*EXERCISE DESCRIPTION*. Copy the records below exactly as they stand. Leave out the pictures.

*Stored data entries*.
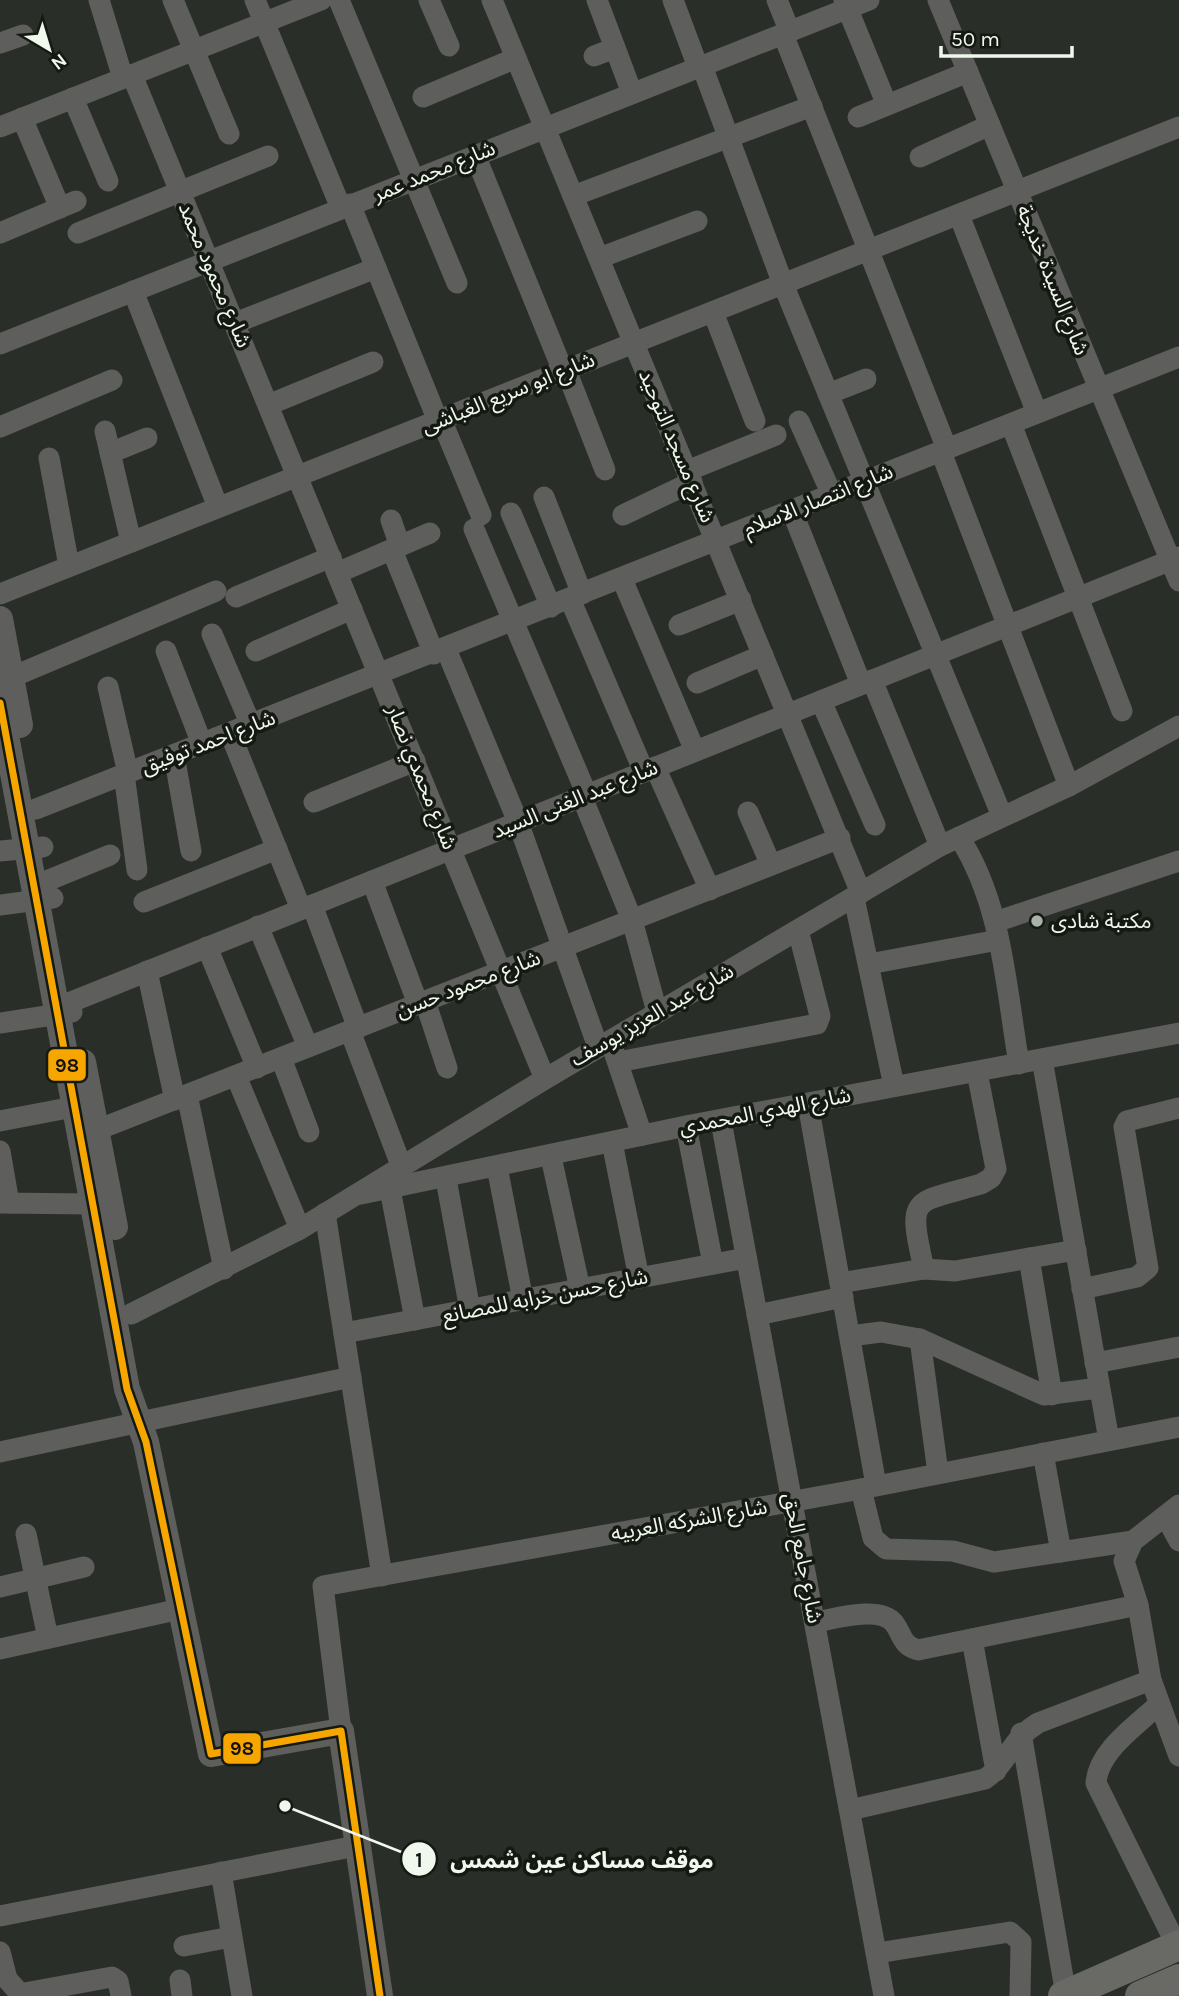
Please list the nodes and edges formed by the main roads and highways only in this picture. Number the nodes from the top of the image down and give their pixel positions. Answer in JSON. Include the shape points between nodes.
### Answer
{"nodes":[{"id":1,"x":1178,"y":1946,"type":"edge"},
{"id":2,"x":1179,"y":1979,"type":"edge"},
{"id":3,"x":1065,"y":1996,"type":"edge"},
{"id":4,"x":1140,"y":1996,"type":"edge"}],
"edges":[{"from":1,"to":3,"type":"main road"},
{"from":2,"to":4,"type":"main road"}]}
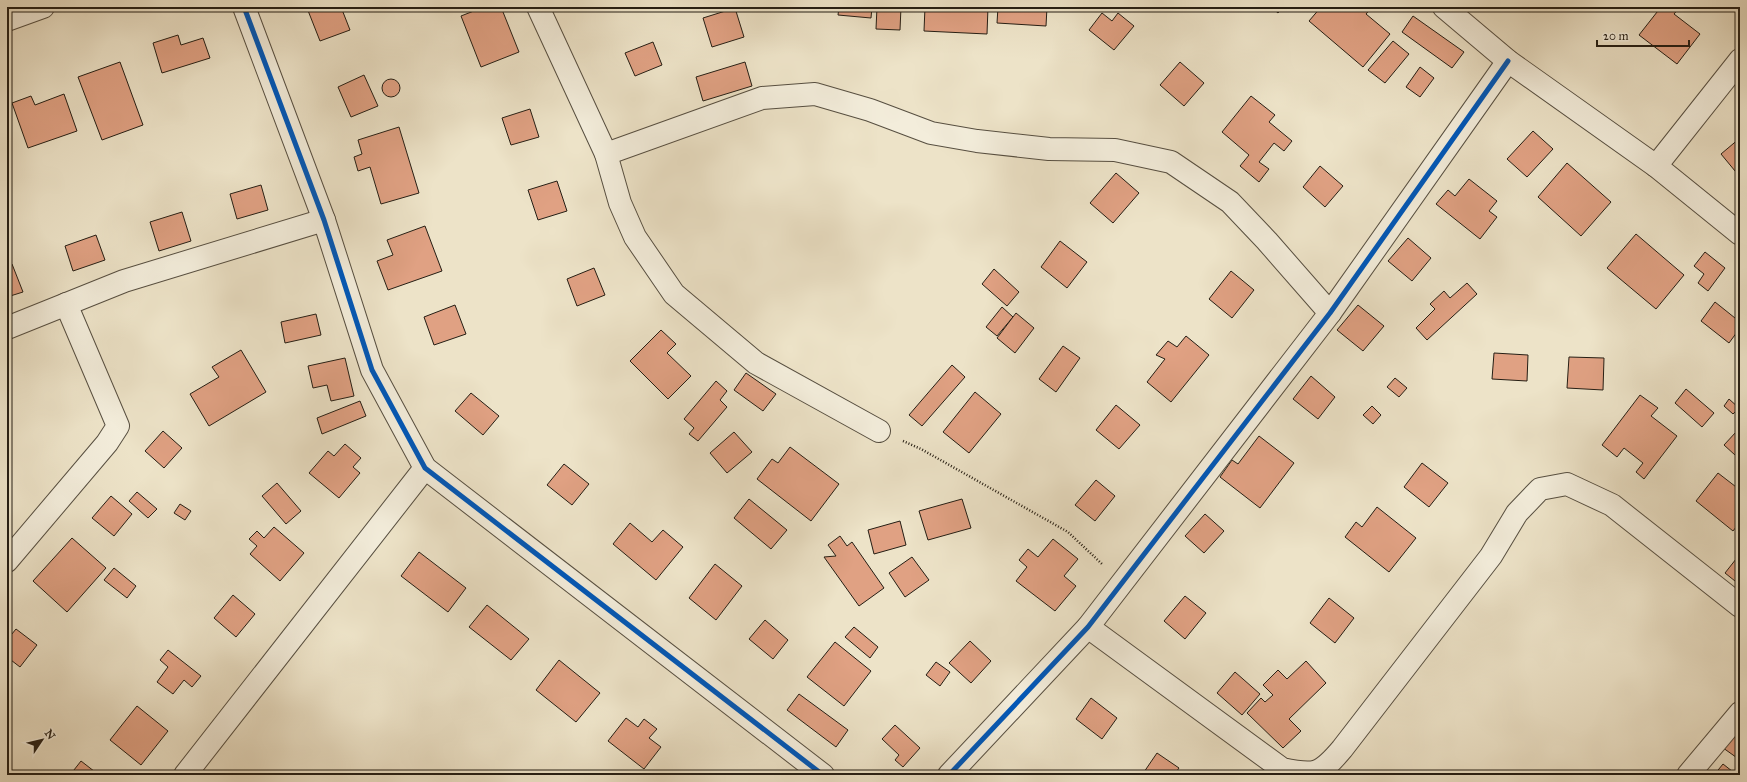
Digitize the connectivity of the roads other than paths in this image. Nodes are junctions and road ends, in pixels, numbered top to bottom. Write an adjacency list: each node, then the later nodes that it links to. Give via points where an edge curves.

*RESULT*.
Please list the nodes and edges formed by the main roads and highways only in this picture. Number the nodes from the top of the image down and give their pixel positions. Answer in JSON. Include the shape points between nodes.
### Answer
{"nodes":[{"id":1,"x":1178,"y":1946,"type":"edge"},
{"id":2,"x":1179,"y":1979,"type":"edge"},
{"id":3,"x":1065,"y":1996,"type":"edge"},
{"id":4,"x":1140,"y":1996,"type":"edge"}],
"edges":[{"from":1,"to":3,"type":"main road"},
{"from":2,"to":4,"type":"main road"}]}
Digitize the connectivity of the roads other than paths in this image. Nodes are junctions and road ends, in pixels, numbered top to bottom. Write an adjacency list: each node, then the later nodes that it links to. Give via points where an edge curves.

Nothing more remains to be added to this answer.